The records:
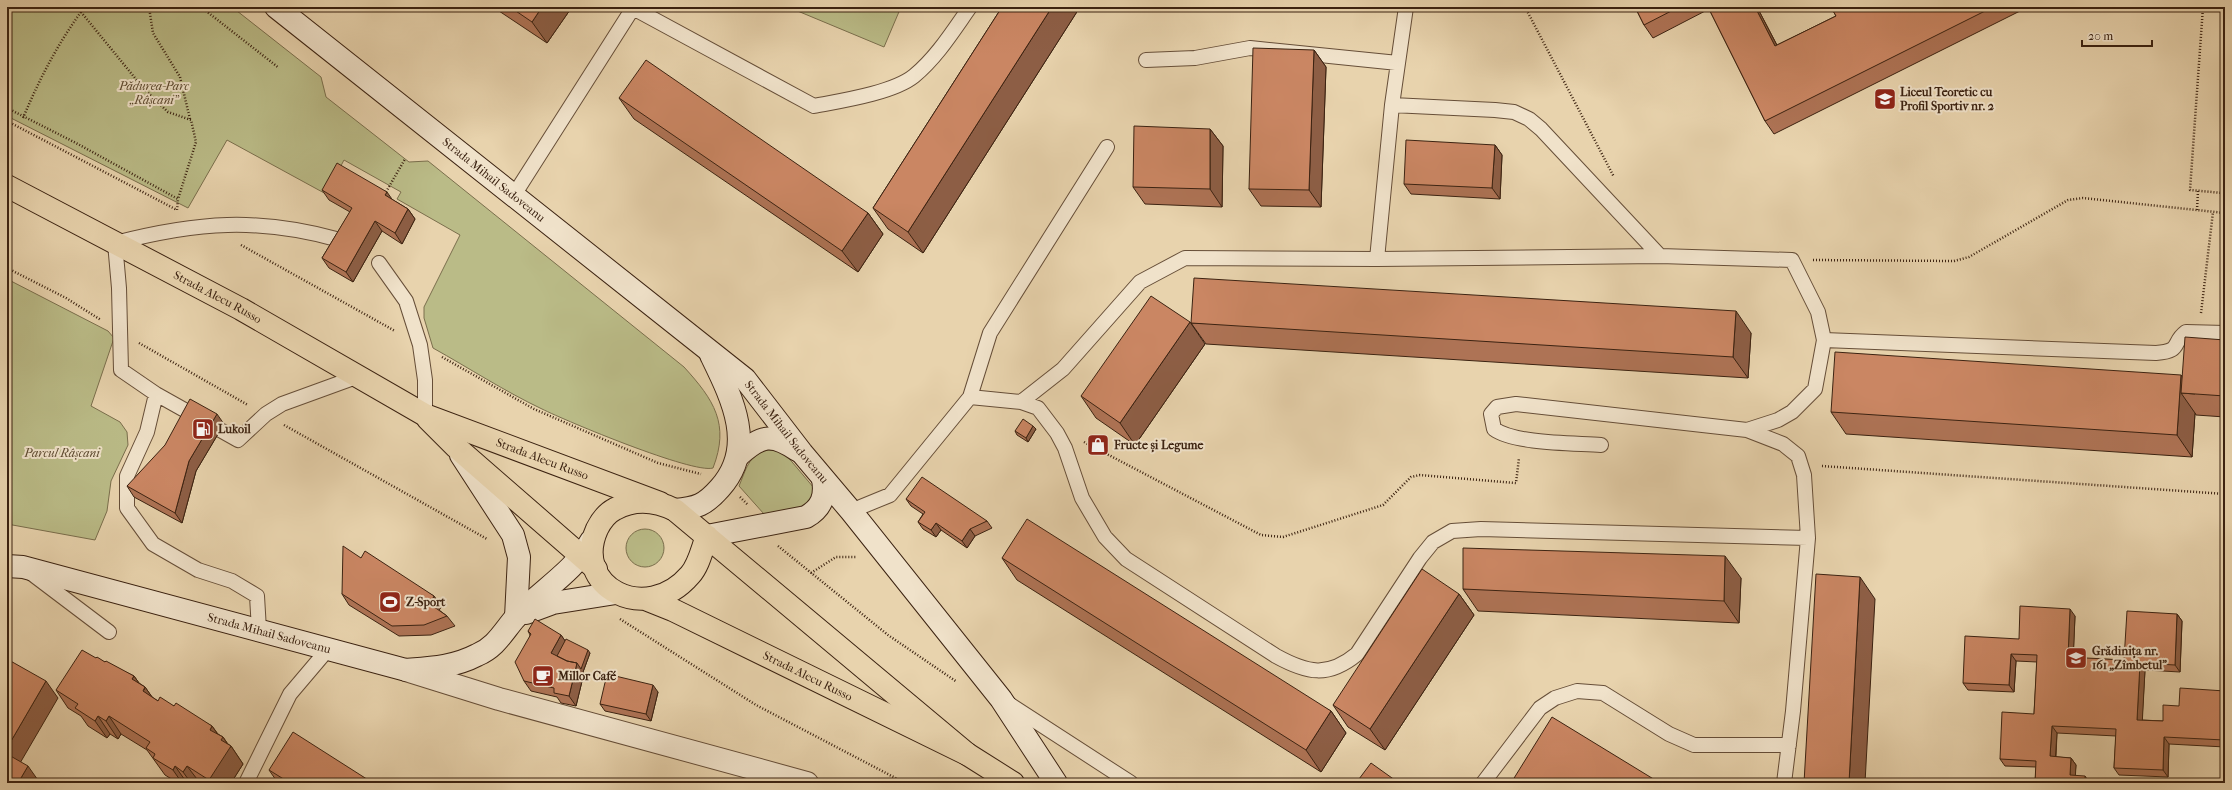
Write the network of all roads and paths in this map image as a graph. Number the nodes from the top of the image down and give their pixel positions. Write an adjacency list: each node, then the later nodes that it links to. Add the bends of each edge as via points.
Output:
1 (77, 7): 10 (path)
2 (148, 7): 17 (path, via 153,33 180,77)
3 (201, 7): 13 (path)
4 (276, 7): 27 (main road, Strada Mihail Sadoveanu)
5 (970, 7): 9 (lane, via 939,51 913,77 878,92 814,106)
6 (1406, 7): 12 (lane)
7 (1525, 7): 21 (path)
8 (2203, 7): 24 (path, via 2190,190)
9 (632, 8): 27 (lane)
10 (81, 12): 16 (path, via 49,62); 17 (path, via 144,89 168,112)
11 (1146, 60): 12 (lane, via 1195,58 1250,48)
12 (1398, 63): 14 (lane)
13 (279, 68)
14 (1392, 105): 36 (lane, via 1495,110 1514,112 1529,119); 37 (lane)
15 (7, 108): 16 (path)
16 (23, 118): 28 (path, via 76,143)
17 (191, 120): 28 (path, via 196,142)
18 (7, 121): 29 (path)
19 (1107, 147): 47 (lane, via 990,334)
20 (404, 159): 25 (path)
21 (1615, 179)
22 (2225, 180): 26 (path)
23 (7, 186): 35 (main road, Strada Alecu Russo)
24 (2198, 191): 26 (path); 30 (path)
25 (386, 192)
26 (2224, 194)
27 (514, 195): 44 (main road, Strada Mihail Sadoveanu)
28 (178, 199): 29 (path)
29 (177, 210): 33 (path)
30 (2197, 210): 31 (path); 38 (path, via 2082,198 2068,200 1969,257 1954,262)
31 (2213, 212): 32 (path); 40 (path)
32 (2225, 213)
33 (207, 226): 34 (lane, via 255,224 308,231); 35 (lane, via 164,231); 43 (path)
34 (340, 240)
35 (115, 243): 45 (main road, Strada Alecu Russo, via 241,309); 46 (lane, via 121,370)
36 (1660, 256): 37 (lane); 38 (lane)
37 (1377, 259): 48 (lane, via 1185,258 1140,282 1063,370)
38 (1792, 260): 42 (lane, via 1818,312)
39 (379, 263): 43 (lane, via 406,301)
40 (2199, 332): 41 (lane); 42 (lane, via 2186,332 2171,351 2156,353)
41 (2225, 333)
42 (1824, 340): 50 (lane, via 1815,389 1792,412 1778,420)
43 (420, 345): 49 (lane, via 425,380); 58 (path, via 534,409 658,463)
44 (710, 353): 55 (main road, Strada Mihail Sadoveanu, via 746,379); 56 (main road, Strada Mihail Sadoveanu, via 731,395 738,430)
45 (358, 376): 46 (lane, via 282,404 266,414 238,440); 49 (main road, Strada Alecu Russo)
46 (156, 394): 75 (lane, via 147,432 127,476 127,508 153,544 198,570 232,581 257,596)
47 (970, 397): 48 (lane); 62 (lane, via 890,495)
48 (1021, 402): 51 (lane, via 1038,408)
49 (425, 415): 54 (main road, Strada Alecu Russo); 61 (main road, Strada Alecu Russo)
50 (1748, 430): 52 (lane, via 1516,404 1497,407 1491,414 1494,428 1501,434); 57 (lane, via 1783,444 1798,456)
51 (1057, 433): 52 (path, via 1077,439 1261,535 1283,537 1383,505 1411,477 1516,482); 65 (lane, via 1065,448 1082,498 1094,520 1105,537 1126,559 1276,656 1293,666 1312,671 1326,671 1345,664 1357,654 1420,558 1433,542 1452,531 1481,529)
52 (1521, 438): 53 (lane)
53 (1601, 445)
54 (456, 447): 68 (main road, Strada Alecu Russo); 73 (main road, via 513,535 519,557)
55 (802, 453): 56 (main road, via 785,442 763,438); 59 (main road, Strada Mihail Sadoveanu)
56 (739, 455): 61 (main road, Strada Mihail Sadoveanu, via 725,482 709,500 694,508)
57 (1801, 465): 60 (path); 65 (lane, via 1804,475)
58 (706, 476)
59 (823, 479): 62 (main road); 63 (main road, Strada Mihail Sadoveanu, via 824,496 821,504 815,512)
60 (2225, 494)
61 (668, 506): 64 (main road, via 694,523); 68 (main road, via 643,501 626,502 612,510 600,522)
62 (851, 511): 63 (main road); 80 (main road)
63 (806, 517): 64 (main road, Strada Mihail Sadoveanu)
64 (707, 536): 72 (main road, via 691,574 679,586 663,596); 82 (main road, Strada Alecu Russo)
65 (1808, 538): 81 (lane)
66 (772, 541): 70 (path)
67 (858, 557): 70 (path, via 836,557)
68 (589, 562): 71 (main road, via 604,583); 73 (main road, Strada Mihail Sadoveanu)
69 (15, 567): 75 (main road, Strada Mihail Sadoveanu); 76 (lane)
70 (811, 573): 79 (path, via 888,636)
71 (616, 593): 72 (main road, via 631,599); 73 (main road, via 553,603)
72 (648, 600): 82 (main road, Strada Alecu Russo)
73 (516, 618): 78 (main road, Strada Mihail Sadoveanu, via 495,645 478,655 445,667)
74 (618, 618): 85 (path, via 756,706)
75 (259, 630): 77 (main road, Strada Mihail Sadoveanu)
76 (109, 632)
77 (329, 648): 78 (main road, Strada Mihail Sadoveanu); 83 (lane, via 290,694)
78 (406, 670): 84 (main road, via 507,701)
79 (960, 684)
80 (1001, 699): 87 (main road); 88 (lane)
81 (1789, 745): 89 (lane, via 1694,745 1669,734 1602,693 1577,691 1555,698 1540,708); 90 (lane)
82 (967, 754): 86 (main road, Strada Alecu Russo)
83 (246, 783)
84 (807, 783)
85 (904, 783)
86 (1013, 783)
87 (1056, 783)
88 (1131, 783)
89 (1483, 783)
90 (1784, 783)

Work required: The records, exactly as written but without images, should be returned.

Output of the task:
Write the network of all roads and paths in this map image as a graph. Number the nodes from the top of the image down and give their pixel positions. Write an adjacency list: each node, then the later nodes that it links to. Add the bends of each edge as via points.
Output:
1 (77, 7): 10 (path)
2 (148, 7): 17 (path, via 153,33 180,77)
3 (201, 7): 13 (path)
4 (276, 7): 27 (main road, Strada Mihail Sadoveanu)
5 (970, 7): 9 (lane, via 939,51 913,77 878,92 814,106)
6 (1406, 7): 12 (lane)
7 (1525, 7): 21 (path)
8 (2203, 7): 24 (path, via 2190,190)
9 (632, 8): 27 (lane)
10 (81, 12): 16 (path, via 49,62); 17 (path, via 144,89 168,112)
11 (1146, 60): 12 (lane, via 1195,58 1250,48)
12 (1398, 63): 14 (lane)
13 (279, 68)
14 (1392, 105): 36 (lane, via 1495,110 1514,112 1529,119); 37 (lane)
15 (7, 108): 16 (path)
16 (23, 118): 28 (path, via 76,143)
17 (191, 120): 28 (path, via 196,142)
18 (7, 121): 29 (path)
19 (1107, 147): 47 (lane, via 990,334)
20 (404, 159): 25 (path)
21 (1615, 179)
22 (2225, 180): 26 (path)
23 (7, 186): 35 (main road, Strada Alecu Russo)
24 (2198, 191): 26 (path); 30 (path)
25 (386, 192)
26 (2224, 194)
27 (514, 195): 44 (main road, Strada Mihail Sadoveanu)
28 (178, 199): 29 (path)
29 (177, 210): 33 (path)
30 (2197, 210): 31 (path); 38 (path, via 2082,198 2068,200 1969,257 1954,262)
31 (2213, 212): 32 (path); 40 (path)
32 (2225, 213)
33 (207, 226): 34 (lane, via 255,224 308,231); 35 (lane, via 164,231); 43 (path)
34 (340, 240)
35 (115, 243): 45 (main road, Strada Alecu Russo, via 241,309); 46 (lane, via 121,370)
36 (1660, 256): 37 (lane); 38 (lane)
37 (1377, 259): 48 (lane, via 1185,258 1140,282 1063,370)
38 (1792, 260): 42 (lane, via 1818,312)
39 (379, 263): 43 (lane, via 406,301)
40 (2199, 332): 41 (lane); 42 (lane, via 2186,332 2171,351 2156,353)
41 (2225, 333)
42 (1824, 340): 50 (lane, via 1815,389 1792,412 1778,420)
43 (420, 345): 49 (lane, via 425,380); 58 (path, via 534,409 658,463)
44 (710, 353): 55 (main road, Strada Mihail Sadoveanu, via 746,379); 56 (main road, Strada Mihail Sadoveanu, via 731,395 738,430)
45 (358, 376): 46 (lane, via 282,404 266,414 238,440); 49 (main road, Strada Alecu Russo)
46 (156, 394): 75 (lane, via 147,432 127,476 127,508 153,544 198,570 232,581 257,596)
47 (970, 397): 48 (lane); 62 (lane, via 890,495)
48 (1021, 402): 51 (lane, via 1038,408)
49 (425, 415): 54 (main road, Strada Alecu Russo); 61 (main road, Strada Alecu Russo)
50 (1748, 430): 52 (lane, via 1516,404 1497,407 1491,414 1494,428 1501,434); 57 (lane, via 1783,444 1798,456)
51 (1057, 433): 52 (path, via 1077,439 1261,535 1283,537 1383,505 1411,477 1516,482); 65 (lane, via 1065,448 1082,498 1094,520 1105,537 1126,559 1276,656 1293,666 1312,671 1326,671 1345,664 1357,654 1420,558 1433,542 1452,531 1481,529)
52 (1521, 438): 53 (lane)
53 (1601, 445)
54 (456, 447): 68 (main road, Strada Alecu Russo); 73 (main road, via 513,535 519,557)
55 (802, 453): 56 (main road, via 785,442 763,438); 59 (main road, Strada Mihail Sadoveanu)
56 (739, 455): 61 (main road, Strada Mihail Sadoveanu, via 725,482 709,500 694,508)
57 (1801, 465): 60 (path); 65 (lane, via 1804,475)
58 (706, 476)
59 (823, 479): 62 (main road); 63 (main road, Strada Mihail Sadoveanu, via 824,496 821,504 815,512)
60 (2225, 494)
61 (668, 506): 64 (main road, via 694,523); 68 (main road, via 643,501 626,502 612,510 600,522)
62 (851, 511): 63 (main road); 80 (main road)
63 (806, 517): 64 (main road, Strada Mihail Sadoveanu)
64 (707, 536): 72 (main road, via 691,574 679,586 663,596); 82 (main road, Strada Alecu Russo)
65 (1808, 538): 81 (lane)
66 (772, 541): 70 (path)
67 (858, 557): 70 (path, via 836,557)
68 (589, 562): 71 (main road, via 604,583); 73 (main road, Strada Mihail Sadoveanu)
69 (15, 567): 75 (main road, Strada Mihail Sadoveanu); 76 (lane)
70 (811, 573): 79 (path, via 888,636)
71 (616, 593): 72 (main road, via 631,599); 73 (main road, via 553,603)
72 (648, 600): 82 (main road, Strada Alecu Russo)
73 (516, 618): 78 (main road, Strada Mihail Sadoveanu, via 495,645 478,655 445,667)
74 (618, 618): 85 (path, via 756,706)
75 (259, 630): 77 (main road, Strada Mihail Sadoveanu)
76 (109, 632)
77 (329, 648): 78 (main road, Strada Mihail Sadoveanu); 83 (lane, via 290,694)
78 (406, 670): 84 (main road, via 507,701)
79 (960, 684)
80 (1001, 699): 87 (main road); 88 (lane)
81 (1789, 745): 89 (lane, via 1694,745 1669,734 1602,693 1577,691 1555,698 1540,708); 90 (lane)
82 (967, 754): 86 (main road, Strada Alecu Russo)
83 (246, 783)
84 (807, 783)
85 (904, 783)
86 (1013, 783)
87 (1056, 783)
88 (1131, 783)
89 (1483, 783)
90 (1784, 783)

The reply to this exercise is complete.